I rely on SEO to get traffic – in most cases, it yields the best traffic across all possible sources. With good SEO (both on-site content optimization and off-site reputation / link building), it’s hard to not make money. Especially if you are an expert in Internet marketing (niche research, reputation building & management, consumer psychology, landing page tuning, blah blah blah…), it’s even harder to not be rich. Making good money is easy, you just need time.

Don’t use a host that’s POPULAR and CHEAP.

Really popular hosts like hostgator and dreamhost have millions of domains hosted with them. Because they are cheap, spammers like them and Google knows it. I frequently launch new sites and from my experience with dreamhost, after submitting the new site at here, without building any backlinks, it typically takes 1 week or more to get it indexed.

However with hawkhost and wiredtree, it’s totally different situation. Without any initial backlinks, new sites can be indexed in Google 1 day after submission, even when it’s just a blank site with an empty Apache index page. Sometimes I didn’t even have to manually submit the site and it magically and automatically got in Google’s index.

Sites hosted with hawkhost tend to be more stable in Google’s index. However, it’s hard to keep a new site (with merely any content) in Google’s index if it is hosted with dreamhost (and similarly very popular hosts with cheap shared plans). Google would soon get rid of your new site if you don’t keep working on it.

Have a 4 year old website.

Adsense is one of my favorite money makers and my most steady stream of Adsense income comes from a site I built in 2006. I created some nice content (very nice and very original) back then and I just left it there.

I made only $10 a month from the site in the first year and after some very frustrating ups and downs, it’s gradually climbing up. Now, 4 years later, it’s averaging $600 a month. To be honest, I never actually spent much time on it at all. No link building nor frequent content updating no nothing and it’s now making me 600 bucks a month. Not much, but still.

Not only is it receiving large amount of steady traffic, new content are generally very well positioned in front spots in search engine results. The older the site, the more authoritative it can get from search engine’s point of view.

Time is the ultimate distinguisher between builders and spammers. Spammers come and go, hit and run. They are always impatient, looking to make the quick buck with a spammy site. Once they find it’s not profitable, they’ll stop renewing the domain after the 1st year. Google knows this too well.

So most of your sites would not actually start performing in terms of search engine traffic until at least 1 year after domain registration. Yet most people are too obsessed with quick results and never wait that long. They kill their sites just before they can make them decent money.

Be natural.

Google is becoming smarter and smarter. I would never go against them by challenging their intelligence and capabilities to identify spam (or partial spam).

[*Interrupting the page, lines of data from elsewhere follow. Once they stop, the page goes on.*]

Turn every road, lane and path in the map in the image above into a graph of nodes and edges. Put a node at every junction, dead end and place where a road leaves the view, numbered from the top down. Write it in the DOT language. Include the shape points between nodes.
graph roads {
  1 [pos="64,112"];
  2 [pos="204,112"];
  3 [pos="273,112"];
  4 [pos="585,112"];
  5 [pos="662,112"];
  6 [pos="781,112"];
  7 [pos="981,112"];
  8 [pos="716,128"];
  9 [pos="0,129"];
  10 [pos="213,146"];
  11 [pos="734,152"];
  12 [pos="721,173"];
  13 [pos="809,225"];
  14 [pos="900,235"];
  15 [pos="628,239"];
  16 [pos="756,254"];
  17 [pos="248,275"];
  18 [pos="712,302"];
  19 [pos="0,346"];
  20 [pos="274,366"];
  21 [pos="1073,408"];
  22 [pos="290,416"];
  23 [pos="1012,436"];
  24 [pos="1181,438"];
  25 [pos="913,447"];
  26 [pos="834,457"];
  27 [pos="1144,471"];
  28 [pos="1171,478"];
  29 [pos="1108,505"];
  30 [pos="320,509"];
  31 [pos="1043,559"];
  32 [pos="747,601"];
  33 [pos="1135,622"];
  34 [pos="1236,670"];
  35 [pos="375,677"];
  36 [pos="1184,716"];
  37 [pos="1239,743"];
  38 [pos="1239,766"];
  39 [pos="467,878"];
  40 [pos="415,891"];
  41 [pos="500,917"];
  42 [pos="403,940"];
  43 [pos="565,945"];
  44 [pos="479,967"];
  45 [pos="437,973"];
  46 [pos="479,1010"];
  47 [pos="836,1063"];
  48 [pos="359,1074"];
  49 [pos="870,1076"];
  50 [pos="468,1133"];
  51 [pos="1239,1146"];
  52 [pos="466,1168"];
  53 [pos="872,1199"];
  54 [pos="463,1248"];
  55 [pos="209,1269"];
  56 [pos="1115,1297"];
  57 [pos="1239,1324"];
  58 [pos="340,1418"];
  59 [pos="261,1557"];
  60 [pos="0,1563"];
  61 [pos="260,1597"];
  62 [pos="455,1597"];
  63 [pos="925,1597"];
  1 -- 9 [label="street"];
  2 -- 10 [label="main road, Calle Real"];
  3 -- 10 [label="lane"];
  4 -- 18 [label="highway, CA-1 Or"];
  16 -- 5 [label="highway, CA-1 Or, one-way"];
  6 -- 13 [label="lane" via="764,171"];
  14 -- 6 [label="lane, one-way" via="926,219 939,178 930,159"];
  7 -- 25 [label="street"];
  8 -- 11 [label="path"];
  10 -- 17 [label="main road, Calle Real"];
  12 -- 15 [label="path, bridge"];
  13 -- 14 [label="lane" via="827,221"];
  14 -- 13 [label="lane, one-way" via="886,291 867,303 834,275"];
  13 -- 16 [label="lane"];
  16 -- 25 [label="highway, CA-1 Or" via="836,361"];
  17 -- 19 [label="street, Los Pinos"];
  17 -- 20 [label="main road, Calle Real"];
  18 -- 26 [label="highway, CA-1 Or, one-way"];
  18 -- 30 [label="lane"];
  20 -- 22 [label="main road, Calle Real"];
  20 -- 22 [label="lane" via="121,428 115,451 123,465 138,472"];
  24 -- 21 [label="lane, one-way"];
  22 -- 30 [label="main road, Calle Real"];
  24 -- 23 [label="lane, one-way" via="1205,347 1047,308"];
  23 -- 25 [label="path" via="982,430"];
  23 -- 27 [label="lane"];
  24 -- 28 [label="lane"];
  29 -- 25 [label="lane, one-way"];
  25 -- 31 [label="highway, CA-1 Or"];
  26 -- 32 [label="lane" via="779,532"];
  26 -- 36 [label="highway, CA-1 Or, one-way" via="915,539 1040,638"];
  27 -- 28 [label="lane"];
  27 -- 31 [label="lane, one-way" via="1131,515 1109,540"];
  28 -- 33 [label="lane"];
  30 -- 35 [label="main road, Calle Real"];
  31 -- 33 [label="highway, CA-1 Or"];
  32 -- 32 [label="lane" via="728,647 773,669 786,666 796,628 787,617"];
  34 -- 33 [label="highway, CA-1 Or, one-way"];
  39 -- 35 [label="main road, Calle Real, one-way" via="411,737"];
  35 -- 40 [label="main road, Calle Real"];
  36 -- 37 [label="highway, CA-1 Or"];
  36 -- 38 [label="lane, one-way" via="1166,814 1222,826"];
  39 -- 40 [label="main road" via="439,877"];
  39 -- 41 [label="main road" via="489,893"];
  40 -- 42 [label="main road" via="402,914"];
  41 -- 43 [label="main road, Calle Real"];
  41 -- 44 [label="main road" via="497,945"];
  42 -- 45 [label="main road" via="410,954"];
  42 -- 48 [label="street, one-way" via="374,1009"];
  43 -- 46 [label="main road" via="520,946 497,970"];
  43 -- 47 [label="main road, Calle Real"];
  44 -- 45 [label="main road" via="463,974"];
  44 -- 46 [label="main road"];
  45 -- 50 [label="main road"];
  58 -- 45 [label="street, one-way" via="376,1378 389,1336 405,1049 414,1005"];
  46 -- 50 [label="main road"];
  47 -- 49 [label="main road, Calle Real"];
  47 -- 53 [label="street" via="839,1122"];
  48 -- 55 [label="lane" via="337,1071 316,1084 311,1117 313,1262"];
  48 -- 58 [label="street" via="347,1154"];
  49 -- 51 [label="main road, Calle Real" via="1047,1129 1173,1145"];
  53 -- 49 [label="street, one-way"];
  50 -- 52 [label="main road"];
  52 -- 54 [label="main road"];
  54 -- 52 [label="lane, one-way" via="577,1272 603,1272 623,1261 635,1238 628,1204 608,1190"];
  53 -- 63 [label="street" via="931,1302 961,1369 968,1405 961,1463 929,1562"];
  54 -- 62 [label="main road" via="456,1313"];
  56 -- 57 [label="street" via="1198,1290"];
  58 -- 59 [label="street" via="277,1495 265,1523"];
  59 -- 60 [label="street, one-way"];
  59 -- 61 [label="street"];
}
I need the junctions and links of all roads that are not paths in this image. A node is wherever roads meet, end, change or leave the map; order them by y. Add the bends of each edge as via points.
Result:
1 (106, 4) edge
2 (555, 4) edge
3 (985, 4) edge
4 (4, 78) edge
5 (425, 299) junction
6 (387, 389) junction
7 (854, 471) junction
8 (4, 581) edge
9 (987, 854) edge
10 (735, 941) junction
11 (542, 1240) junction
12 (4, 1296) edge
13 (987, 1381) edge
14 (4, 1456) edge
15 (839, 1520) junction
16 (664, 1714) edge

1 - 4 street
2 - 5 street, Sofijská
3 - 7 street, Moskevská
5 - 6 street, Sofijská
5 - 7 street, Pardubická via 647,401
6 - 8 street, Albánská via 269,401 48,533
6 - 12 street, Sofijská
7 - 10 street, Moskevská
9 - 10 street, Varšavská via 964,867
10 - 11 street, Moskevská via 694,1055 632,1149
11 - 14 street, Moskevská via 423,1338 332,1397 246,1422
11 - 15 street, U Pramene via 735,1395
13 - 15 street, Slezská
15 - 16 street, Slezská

Sites I intentionally optimize in title, description and content keywords as well as off-site link anchor texts never seem to get anywhere substantial. It’s boring and it’s chores. It’s not worth it. I can spend the same time and dollar bill in creating content that’s useful and exciting. Best of all, it’s much more fun that will keep you going!

Duplicate content is a myth.

While being original is absolutely a must in ultra saturated / competitive niches, duplicate content isn’t that big a deal in most niches.

Forget SEO. Start making friends and never stop creating stuff.

I’ve been doing SEO for 4 years and I can finally say, this is the ultimate SEO tip.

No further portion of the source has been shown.